How should John & Mary position their money?1  One approach is to segment your expenses into three buckets: 

  • Basic Living Expenses— Food, Rent, Utilities, etc. 
  • Discretionary Spending — Vacations, Dining Out, etc. 
  • Legacy Assets — for heirs and charities 

Next, pair appropriate investments to each bucket. For instance, Social Security might be assigned to the Basic Living Expenses bucket.2  Pension and annuity income can help round out the amount of funding needed to cover basic living expenses. 

For the discretionary spending bucket, you might consider investments that pay a steady dividend and that also offer the potential for growth.3 

Finally, list the Legacy assets that you expect to pass on to your heirs and charities.  Changes in tax laws have affected how assets are passed down.  Planning appropriately can reduce these tax burdens and ensure the most amount on your legacy is received by the next generation. 

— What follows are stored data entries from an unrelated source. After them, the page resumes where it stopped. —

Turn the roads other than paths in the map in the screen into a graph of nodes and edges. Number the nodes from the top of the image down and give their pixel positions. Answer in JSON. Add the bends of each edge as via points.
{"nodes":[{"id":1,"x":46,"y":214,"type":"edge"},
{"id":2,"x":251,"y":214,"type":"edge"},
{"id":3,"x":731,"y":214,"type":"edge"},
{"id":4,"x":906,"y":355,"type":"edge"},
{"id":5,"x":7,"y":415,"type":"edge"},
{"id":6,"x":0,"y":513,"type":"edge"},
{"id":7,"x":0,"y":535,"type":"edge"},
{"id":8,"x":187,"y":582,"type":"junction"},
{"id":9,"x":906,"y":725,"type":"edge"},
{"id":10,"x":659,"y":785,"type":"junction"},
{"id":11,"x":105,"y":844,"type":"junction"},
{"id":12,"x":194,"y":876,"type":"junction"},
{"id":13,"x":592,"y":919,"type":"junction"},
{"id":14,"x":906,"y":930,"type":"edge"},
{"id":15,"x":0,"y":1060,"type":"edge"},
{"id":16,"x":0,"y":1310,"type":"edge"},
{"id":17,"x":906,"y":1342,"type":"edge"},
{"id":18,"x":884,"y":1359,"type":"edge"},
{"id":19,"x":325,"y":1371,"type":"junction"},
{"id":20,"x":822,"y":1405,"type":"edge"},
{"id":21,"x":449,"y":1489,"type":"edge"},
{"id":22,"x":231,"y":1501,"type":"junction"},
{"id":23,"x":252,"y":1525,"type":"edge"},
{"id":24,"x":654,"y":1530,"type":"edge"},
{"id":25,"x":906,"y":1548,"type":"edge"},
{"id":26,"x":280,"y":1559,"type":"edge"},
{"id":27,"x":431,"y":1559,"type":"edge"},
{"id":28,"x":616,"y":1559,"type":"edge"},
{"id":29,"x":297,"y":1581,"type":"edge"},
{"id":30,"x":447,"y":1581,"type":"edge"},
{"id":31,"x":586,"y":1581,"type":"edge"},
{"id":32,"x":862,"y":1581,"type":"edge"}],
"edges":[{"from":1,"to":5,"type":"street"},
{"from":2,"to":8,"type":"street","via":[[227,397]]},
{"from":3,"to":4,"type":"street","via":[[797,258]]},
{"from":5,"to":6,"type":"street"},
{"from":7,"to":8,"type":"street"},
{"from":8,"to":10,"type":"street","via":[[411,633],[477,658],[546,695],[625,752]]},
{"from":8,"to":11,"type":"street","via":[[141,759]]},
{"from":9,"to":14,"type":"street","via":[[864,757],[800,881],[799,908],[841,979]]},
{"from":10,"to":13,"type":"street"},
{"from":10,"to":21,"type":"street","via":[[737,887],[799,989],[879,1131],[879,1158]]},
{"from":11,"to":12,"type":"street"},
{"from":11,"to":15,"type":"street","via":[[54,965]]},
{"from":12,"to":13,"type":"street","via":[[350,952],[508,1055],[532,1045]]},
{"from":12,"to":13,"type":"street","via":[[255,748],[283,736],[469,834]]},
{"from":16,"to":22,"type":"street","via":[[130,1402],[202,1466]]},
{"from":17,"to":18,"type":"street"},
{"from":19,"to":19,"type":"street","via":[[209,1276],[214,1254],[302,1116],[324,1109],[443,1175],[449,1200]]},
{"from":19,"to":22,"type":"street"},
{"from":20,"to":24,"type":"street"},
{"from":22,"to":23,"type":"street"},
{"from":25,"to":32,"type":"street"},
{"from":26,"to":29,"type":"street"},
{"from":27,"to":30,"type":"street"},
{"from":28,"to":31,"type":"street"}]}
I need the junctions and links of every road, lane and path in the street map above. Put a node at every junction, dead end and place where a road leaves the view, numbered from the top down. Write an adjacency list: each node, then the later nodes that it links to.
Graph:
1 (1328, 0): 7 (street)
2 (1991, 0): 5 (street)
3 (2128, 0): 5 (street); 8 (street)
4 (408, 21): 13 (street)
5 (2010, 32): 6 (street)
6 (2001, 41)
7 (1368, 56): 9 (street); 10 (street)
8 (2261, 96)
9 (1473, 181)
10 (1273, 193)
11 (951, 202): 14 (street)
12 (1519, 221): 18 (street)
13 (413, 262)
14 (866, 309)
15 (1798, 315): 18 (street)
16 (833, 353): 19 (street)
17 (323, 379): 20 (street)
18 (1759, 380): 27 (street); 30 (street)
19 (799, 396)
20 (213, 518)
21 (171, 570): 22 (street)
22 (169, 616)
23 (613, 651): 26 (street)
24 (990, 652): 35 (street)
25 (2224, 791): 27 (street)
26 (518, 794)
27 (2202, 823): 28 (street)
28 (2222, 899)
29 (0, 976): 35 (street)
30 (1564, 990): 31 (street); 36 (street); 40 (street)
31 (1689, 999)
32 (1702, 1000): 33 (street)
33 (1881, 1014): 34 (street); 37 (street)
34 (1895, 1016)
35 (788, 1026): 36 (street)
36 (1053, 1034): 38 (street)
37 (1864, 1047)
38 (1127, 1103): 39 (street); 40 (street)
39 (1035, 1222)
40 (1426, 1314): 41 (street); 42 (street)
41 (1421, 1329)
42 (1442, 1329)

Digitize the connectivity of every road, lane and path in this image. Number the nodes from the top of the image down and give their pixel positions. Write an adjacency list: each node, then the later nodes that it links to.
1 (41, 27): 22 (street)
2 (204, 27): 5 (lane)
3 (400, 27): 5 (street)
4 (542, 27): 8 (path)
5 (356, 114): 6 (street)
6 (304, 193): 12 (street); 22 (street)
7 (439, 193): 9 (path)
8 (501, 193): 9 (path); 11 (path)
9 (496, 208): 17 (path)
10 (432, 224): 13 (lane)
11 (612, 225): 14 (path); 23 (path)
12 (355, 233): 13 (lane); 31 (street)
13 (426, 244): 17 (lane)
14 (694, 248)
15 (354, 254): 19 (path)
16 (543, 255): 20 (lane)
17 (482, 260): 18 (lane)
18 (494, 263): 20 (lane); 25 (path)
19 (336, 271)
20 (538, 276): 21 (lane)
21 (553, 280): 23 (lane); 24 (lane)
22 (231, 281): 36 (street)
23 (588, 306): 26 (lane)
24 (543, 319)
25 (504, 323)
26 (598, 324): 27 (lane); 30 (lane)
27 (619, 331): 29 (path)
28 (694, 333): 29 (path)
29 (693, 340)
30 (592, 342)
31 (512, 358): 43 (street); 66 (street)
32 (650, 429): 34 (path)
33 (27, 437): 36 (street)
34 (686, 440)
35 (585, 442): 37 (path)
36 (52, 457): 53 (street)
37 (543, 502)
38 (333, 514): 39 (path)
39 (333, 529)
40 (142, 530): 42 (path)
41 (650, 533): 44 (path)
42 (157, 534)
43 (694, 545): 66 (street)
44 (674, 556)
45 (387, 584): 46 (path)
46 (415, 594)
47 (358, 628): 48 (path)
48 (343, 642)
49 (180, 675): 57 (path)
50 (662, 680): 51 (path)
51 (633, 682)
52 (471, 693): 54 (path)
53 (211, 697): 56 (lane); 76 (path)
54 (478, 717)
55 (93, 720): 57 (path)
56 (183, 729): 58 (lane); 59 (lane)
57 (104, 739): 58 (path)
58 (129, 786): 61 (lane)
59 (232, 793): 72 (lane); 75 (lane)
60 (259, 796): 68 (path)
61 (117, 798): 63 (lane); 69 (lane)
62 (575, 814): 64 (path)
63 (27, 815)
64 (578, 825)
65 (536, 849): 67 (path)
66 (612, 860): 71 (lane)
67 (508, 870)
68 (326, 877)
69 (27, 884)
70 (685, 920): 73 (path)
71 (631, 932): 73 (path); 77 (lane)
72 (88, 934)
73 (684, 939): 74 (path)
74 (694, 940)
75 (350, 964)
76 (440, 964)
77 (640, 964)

A bucket plan can help you be better prepared for a comfortable retirement. 

Call today and we can develop a strategy that may help you put enough money in your buckets to complete all the items on your bucket list. 

  1. John and Mary are a hypothetical couple used for illustrative purposes only. Diversification is an approach to help manage investment risk. It does not eliminate the risk of loss if security prices decline. 
  1. Social Security benefits may play a more limited role in the future and some financial professional recommend creating a retirement income strategy that excludes Social Security payments. 
  1. A company’s board of directors can stop, decrease or increase the dividend payout at any time. Investments offering a higher dividend may involve a higher degree of risk. Keep in mind that the return and principal value of stock prices will fluctuate as market conditions change. Shares, when sold, may be worth more or less than their original cost. 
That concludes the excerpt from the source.